■ **STORED DATA**
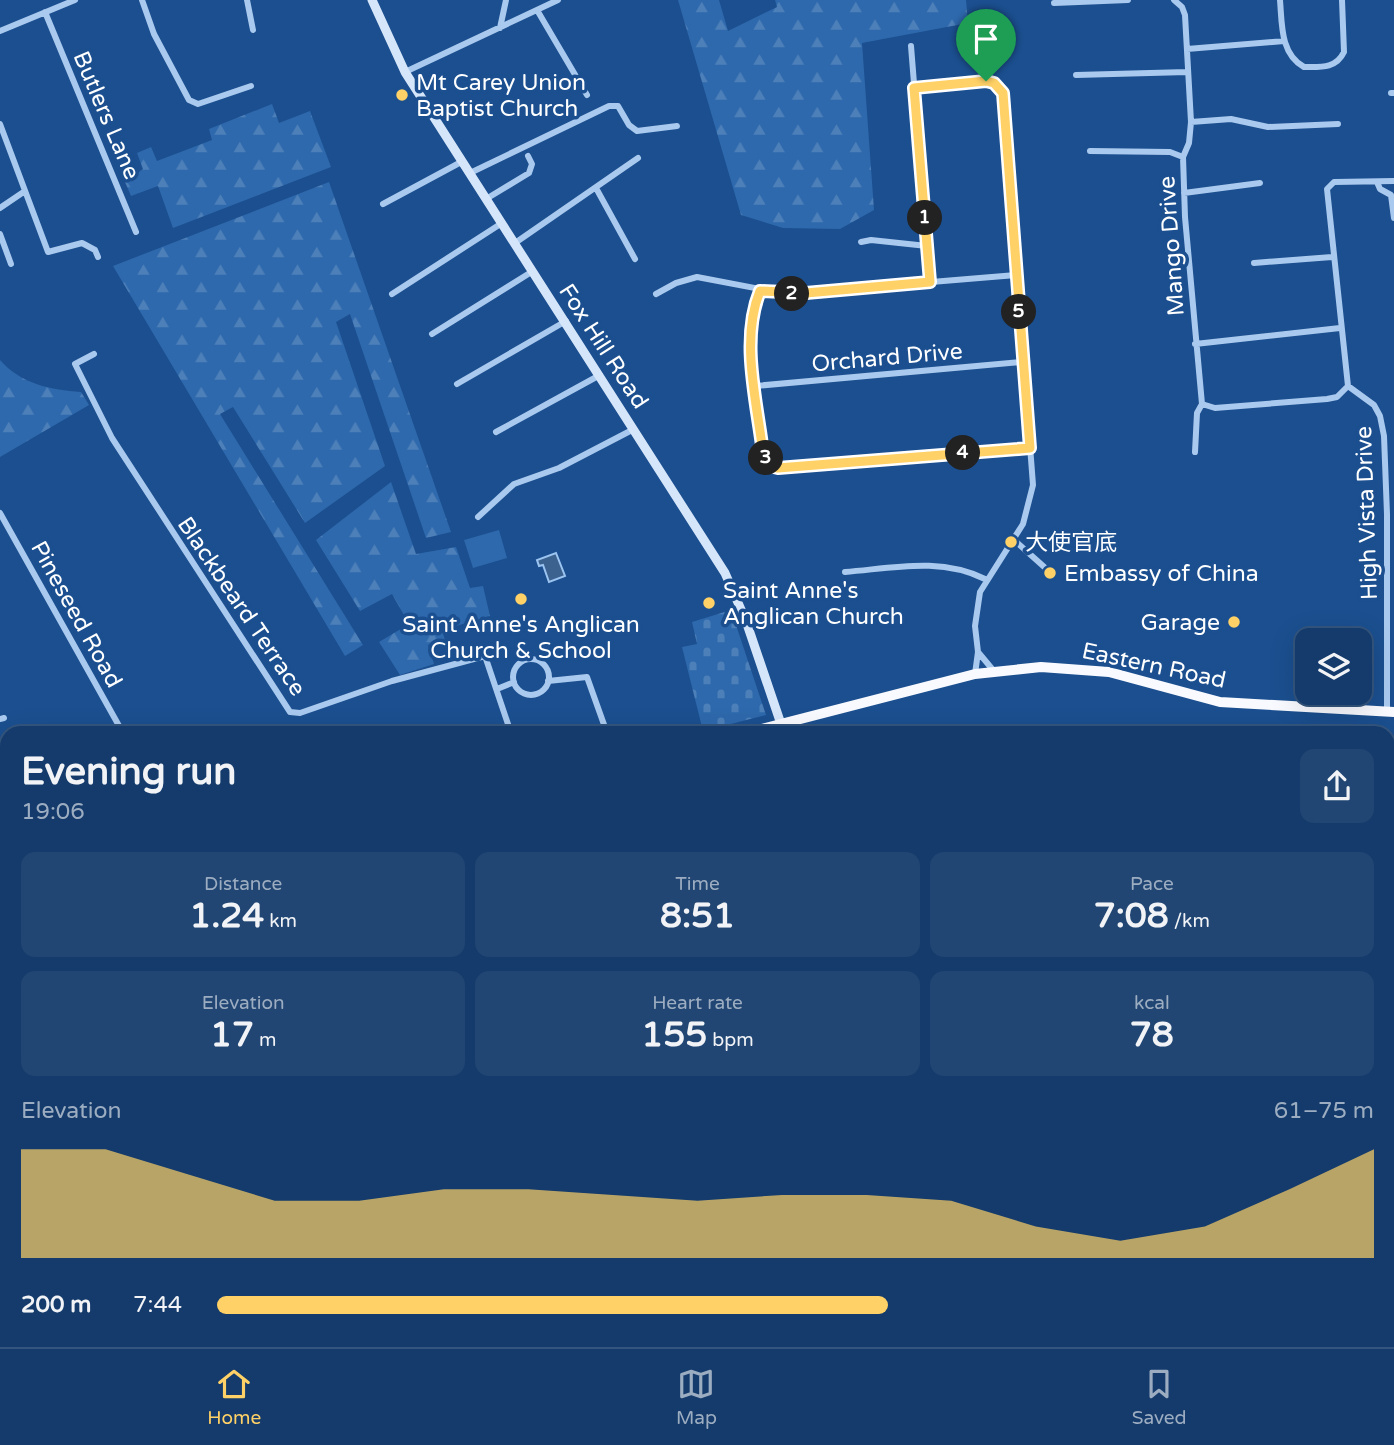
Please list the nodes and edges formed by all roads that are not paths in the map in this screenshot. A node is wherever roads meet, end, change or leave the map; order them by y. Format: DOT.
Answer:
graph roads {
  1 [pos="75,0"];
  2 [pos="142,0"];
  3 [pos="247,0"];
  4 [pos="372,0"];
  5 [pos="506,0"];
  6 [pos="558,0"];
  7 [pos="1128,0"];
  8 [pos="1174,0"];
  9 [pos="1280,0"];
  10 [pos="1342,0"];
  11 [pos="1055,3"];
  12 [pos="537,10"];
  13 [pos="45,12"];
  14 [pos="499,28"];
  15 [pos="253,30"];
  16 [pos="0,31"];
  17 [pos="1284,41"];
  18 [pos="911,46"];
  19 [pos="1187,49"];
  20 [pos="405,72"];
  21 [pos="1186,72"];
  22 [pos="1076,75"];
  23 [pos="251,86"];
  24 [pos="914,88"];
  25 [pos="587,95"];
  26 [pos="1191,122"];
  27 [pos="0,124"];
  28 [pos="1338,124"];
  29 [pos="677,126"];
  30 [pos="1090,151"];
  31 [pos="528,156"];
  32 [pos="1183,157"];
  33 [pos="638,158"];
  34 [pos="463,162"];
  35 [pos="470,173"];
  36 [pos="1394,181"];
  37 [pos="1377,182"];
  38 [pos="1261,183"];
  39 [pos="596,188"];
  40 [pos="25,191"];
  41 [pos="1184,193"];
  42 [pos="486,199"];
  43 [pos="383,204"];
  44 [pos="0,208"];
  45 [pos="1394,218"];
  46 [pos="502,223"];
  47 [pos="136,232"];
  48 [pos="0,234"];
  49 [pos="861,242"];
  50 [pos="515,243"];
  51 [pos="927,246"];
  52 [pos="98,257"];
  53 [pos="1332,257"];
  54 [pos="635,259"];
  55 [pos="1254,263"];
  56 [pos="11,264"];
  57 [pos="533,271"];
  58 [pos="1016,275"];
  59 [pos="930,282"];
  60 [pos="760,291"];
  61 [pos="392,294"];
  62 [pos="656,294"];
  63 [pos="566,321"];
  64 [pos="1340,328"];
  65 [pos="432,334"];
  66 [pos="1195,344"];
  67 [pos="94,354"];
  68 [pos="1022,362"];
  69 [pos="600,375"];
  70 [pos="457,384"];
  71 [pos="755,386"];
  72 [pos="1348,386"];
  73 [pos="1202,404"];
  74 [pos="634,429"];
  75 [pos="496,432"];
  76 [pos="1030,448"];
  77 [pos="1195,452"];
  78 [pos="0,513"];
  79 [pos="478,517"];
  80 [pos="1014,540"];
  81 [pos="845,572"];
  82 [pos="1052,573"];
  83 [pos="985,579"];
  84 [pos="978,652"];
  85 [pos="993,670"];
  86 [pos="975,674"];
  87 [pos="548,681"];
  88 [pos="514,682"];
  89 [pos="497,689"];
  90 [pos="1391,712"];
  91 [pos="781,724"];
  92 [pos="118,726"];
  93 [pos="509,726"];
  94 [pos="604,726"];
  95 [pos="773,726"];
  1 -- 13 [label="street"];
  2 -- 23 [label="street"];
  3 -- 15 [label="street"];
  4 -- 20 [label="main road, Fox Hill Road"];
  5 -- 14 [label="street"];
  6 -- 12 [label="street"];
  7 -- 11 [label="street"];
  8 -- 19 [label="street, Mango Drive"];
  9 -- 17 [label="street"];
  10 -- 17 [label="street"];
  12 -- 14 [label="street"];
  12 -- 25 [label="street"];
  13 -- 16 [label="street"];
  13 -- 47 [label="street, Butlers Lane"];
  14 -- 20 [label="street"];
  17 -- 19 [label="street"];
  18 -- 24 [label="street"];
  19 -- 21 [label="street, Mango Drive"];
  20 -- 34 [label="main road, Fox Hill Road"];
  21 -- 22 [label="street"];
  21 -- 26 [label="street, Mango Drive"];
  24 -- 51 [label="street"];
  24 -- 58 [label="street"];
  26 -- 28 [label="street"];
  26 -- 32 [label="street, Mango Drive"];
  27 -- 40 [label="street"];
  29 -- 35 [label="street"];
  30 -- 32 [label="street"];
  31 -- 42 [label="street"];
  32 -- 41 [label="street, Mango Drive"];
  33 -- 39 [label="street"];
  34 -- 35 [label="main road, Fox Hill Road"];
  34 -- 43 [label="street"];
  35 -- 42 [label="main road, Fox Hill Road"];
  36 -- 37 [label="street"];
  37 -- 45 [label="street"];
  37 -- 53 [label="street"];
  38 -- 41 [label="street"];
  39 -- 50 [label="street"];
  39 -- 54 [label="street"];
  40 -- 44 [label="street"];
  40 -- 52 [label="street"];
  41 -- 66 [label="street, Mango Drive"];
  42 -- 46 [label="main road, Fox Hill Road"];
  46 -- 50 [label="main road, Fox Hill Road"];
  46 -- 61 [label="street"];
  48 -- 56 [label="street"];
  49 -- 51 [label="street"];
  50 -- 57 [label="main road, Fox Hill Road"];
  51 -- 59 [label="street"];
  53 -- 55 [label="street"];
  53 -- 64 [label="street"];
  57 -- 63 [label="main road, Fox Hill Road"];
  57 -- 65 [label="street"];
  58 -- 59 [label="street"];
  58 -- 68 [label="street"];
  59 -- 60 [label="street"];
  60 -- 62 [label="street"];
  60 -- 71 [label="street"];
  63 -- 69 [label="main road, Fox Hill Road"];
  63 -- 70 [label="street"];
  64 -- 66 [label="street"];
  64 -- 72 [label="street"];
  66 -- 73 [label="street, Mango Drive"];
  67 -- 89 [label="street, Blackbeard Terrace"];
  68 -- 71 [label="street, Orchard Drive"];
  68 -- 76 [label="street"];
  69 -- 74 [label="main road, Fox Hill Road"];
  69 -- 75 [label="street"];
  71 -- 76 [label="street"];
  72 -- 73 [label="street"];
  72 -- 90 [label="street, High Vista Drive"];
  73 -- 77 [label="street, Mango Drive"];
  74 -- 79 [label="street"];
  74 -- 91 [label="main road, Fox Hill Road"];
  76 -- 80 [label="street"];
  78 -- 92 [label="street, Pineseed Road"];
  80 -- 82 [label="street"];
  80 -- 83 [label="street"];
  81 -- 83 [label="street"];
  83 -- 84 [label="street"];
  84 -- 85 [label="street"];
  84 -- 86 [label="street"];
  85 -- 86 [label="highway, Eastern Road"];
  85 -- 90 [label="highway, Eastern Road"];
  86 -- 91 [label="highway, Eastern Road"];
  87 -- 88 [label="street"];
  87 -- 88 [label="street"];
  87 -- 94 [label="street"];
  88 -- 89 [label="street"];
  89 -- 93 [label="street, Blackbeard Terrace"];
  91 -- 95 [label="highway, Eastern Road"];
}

■ **TASK ITEM**
From the first record to the last, restate everything exactly but omit the pictures.

■ **EXERCISE RESPONSE**
Please list the nodes and edges formed by all roads that are not paths in the map in this screenshot. A node is wherever roads meet, end, change or leave the map; order them by y. Format: DOT.
Answer:
graph roads {
  1 [pos="75,0"];
  2 [pos="142,0"];
  3 [pos="247,0"];
  4 [pos="372,0"];
  5 [pos="506,0"];
  6 [pos="558,0"];
  7 [pos="1128,0"];
  8 [pos="1174,0"];
  9 [pos="1280,0"];
  10 [pos="1342,0"];
  11 [pos="1055,3"];
  12 [pos="537,10"];
  13 [pos="45,12"];
  14 [pos="499,28"];
  15 [pos="253,30"];
  16 [pos="0,31"];
  17 [pos="1284,41"];
  18 [pos="911,46"];
  19 [pos="1187,49"];
  20 [pos="405,72"];
  21 [pos="1186,72"];
  22 [pos="1076,75"];
  23 [pos="251,86"];
  24 [pos="914,88"];
  25 [pos="587,95"];
  26 [pos="1191,122"];
  27 [pos="0,124"];
  28 [pos="1338,124"];
  29 [pos="677,126"];
  30 [pos="1090,151"];
  31 [pos="528,156"];
  32 [pos="1183,157"];
  33 [pos="638,158"];
  34 [pos="463,162"];
  35 [pos="470,173"];
  36 [pos="1394,181"];
  37 [pos="1377,182"];
  38 [pos="1261,183"];
  39 [pos="596,188"];
  40 [pos="25,191"];
  41 [pos="1184,193"];
  42 [pos="486,199"];
  43 [pos="383,204"];
  44 [pos="0,208"];
  45 [pos="1394,218"];
  46 [pos="502,223"];
  47 [pos="136,232"];
  48 [pos="0,234"];
  49 [pos="861,242"];
  50 [pos="515,243"];
  51 [pos="927,246"];
  52 [pos="98,257"];
  53 [pos="1332,257"];
  54 [pos="635,259"];
  55 [pos="1254,263"];
  56 [pos="11,264"];
  57 [pos="533,271"];
  58 [pos="1016,275"];
  59 [pos="930,282"];
  60 [pos="760,291"];
  61 [pos="392,294"];
  62 [pos="656,294"];
  63 [pos="566,321"];
  64 [pos="1340,328"];
  65 [pos="432,334"];
  66 [pos="1195,344"];
  67 [pos="94,354"];
  68 [pos="1022,362"];
  69 [pos="600,375"];
  70 [pos="457,384"];
  71 [pos="755,386"];
  72 [pos="1348,386"];
  73 [pos="1202,404"];
  74 [pos="634,429"];
  75 [pos="496,432"];
  76 [pos="1030,448"];
  77 [pos="1195,452"];
  78 [pos="0,513"];
  79 [pos="478,517"];
  80 [pos="1014,540"];
  81 [pos="845,572"];
  82 [pos="1052,573"];
  83 [pos="985,579"];
  84 [pos="978,652"];
  85 [pos="993,670"];
  86 [pos="975,674"];
  87 [pos="548,681"];
  88 [pos="514,682"];
  89 [pos="497,689"];
  90 [pos="1391,712"];
  91 [pos="781,724"];
  92 [pos="118,726"];
  93 [pos="509,726"];
  94 [pos="604,726"];
  95 [pos="773,726"];
  1 -- 13 [label="street"];
  2 -- 23 [label="street"];
  3 -- 15 [label="street"];
  4 -- 20 [label="main road, Fox Hill Road"];
  5 -- 14 [label="street"];
  6 -- 12 [label="street"];
  7 -- 11 [label="street"];
  8 -- 19 [label="street, Mango Drive"];
  9 -- 17 [label="street"];
  10 -- 17 [label="street"];
  12 -- 14 [label="street"];
  12 -- 25 [label="street"];
  13 -- 16 [label="street"];
  13 -- 47 [label="street, Butlers Lane"];
  14 -- 20 [label="street"];
  17 -- 19 [label="street"];
  18 -- 24 [label="street"];
  19 -- 21 [label="street, Mango Drive"];
  20 -- 34 [label="main road, Fox Hill Road"];
  21 -- 22 [label="street"];
  21 -- 26 [label="street, Mango Drive"];
  24 -- 51 [label="street"];
  24 -- 58 [label="street"];
  26 -- 28 [label="street"];
  26 -- 32 [label="street, Mango Drive"];
  27 -- 40 [label="street"];
  29 -- 35 [label="street"];
  30 -- 32 [label="street"];
  31 -- 42 [label="street"];
  32 -- 41 [label="street, Mango Drive"];
  33 -- 39 [label="street"];
  34 -- 35 [label="main road, Fox Hill Road"];
  34 -- 43 [label="street"];
  35 -- 42 [label="main road, Fox Hill Road"];
  36 -- 37 [label="street"];
  37 -- 45 [label="street"];
  37 -- 53 [label="street"];
  38 -- 41 [label="street"];
  39 -- 50 [label="street"];
  39 -- 54 [label="street"];
  40 -- 44 [label="street"];
  40 -- 52 [label="street"];
  41 -- 66 [label="street, Mango Drive"];
  42 -- 46 [label="main road, Fox Hill Road"];
  46 -- 50 [label="main road, Fox Hill Road"];
  46 -- 61 [label="street"];
  48 -- 56 [label="street"];
  49 -- 51 [label="street"];
  50 -- 57 [label="main road, Fox Hill Road"];
  51 -- 59 [label="street"];
  53 -- 55 [label="street"];
  53 -- 64 [label="street"];
  57 -- 63 [label="main road, Fox Hill Road"];
  57 -- 65 [label="street"];
  58 -- 59 [label="street"];
  58 -- 68 [label="street"];
  59 -- 60 [label="street"];
  60 -- 62 [label="street"];
  60 -- 71 [label="street"];
  63 -- 69 [label="main road, Fox Hill Road"];
  63 -- 70 [label="street"];
  64 -- 66 [label="street"];
  64 -- 72 [label="street"];
  66 -- 73 [label="street, Mango Drive"];
  67 -- 89 [label="street, Blackbeard Terrace"];
  68 -- 71 [label="street, Orchard Drive"];
  68 -- 76 [label="street"];
  69 -- 74 [label="main road, Fox Hill Road"];
  69 -- 75 [label="street"];
  71 -- 76 [label="street"];
  72 -- 73 [label="street"];
  72 -- 90 [label="street, High Vista Drive"];
  73 -- 77 [label="street, Mango Drive"];
  74 -- 79 [label="street"];
  74 -- 91 [label="main road, Fox Hill Road"];
  76 -- 80 [label="street"];
  78 -- 92 [label="street, Pineseed Road"];
  80 -- 82 [label="street"];
  80 -- 83 [label="street"];
  81 -- 83 [label="street"];
  83 -- 84 [label="street"];
  84 -- 85 [label="street"];
  84 -- 86 [label="street"];
  85 -- 86 [label="highway, Eastern Road"];
  85 -- 90 [label="highway, Eastern Road"];
  86 -- 91 [label="highway, Eastern Road"];
  87 -- 88 [label="street"];
  87 -- 88 [label="street"];
  87 -- 94 [label="street"];
  88 -- 89 [label="street"];
  89 -- 93 [label="street, Blackbeard Terrace"];
  91 -- 95 [label="highway, Eastern Road"];
}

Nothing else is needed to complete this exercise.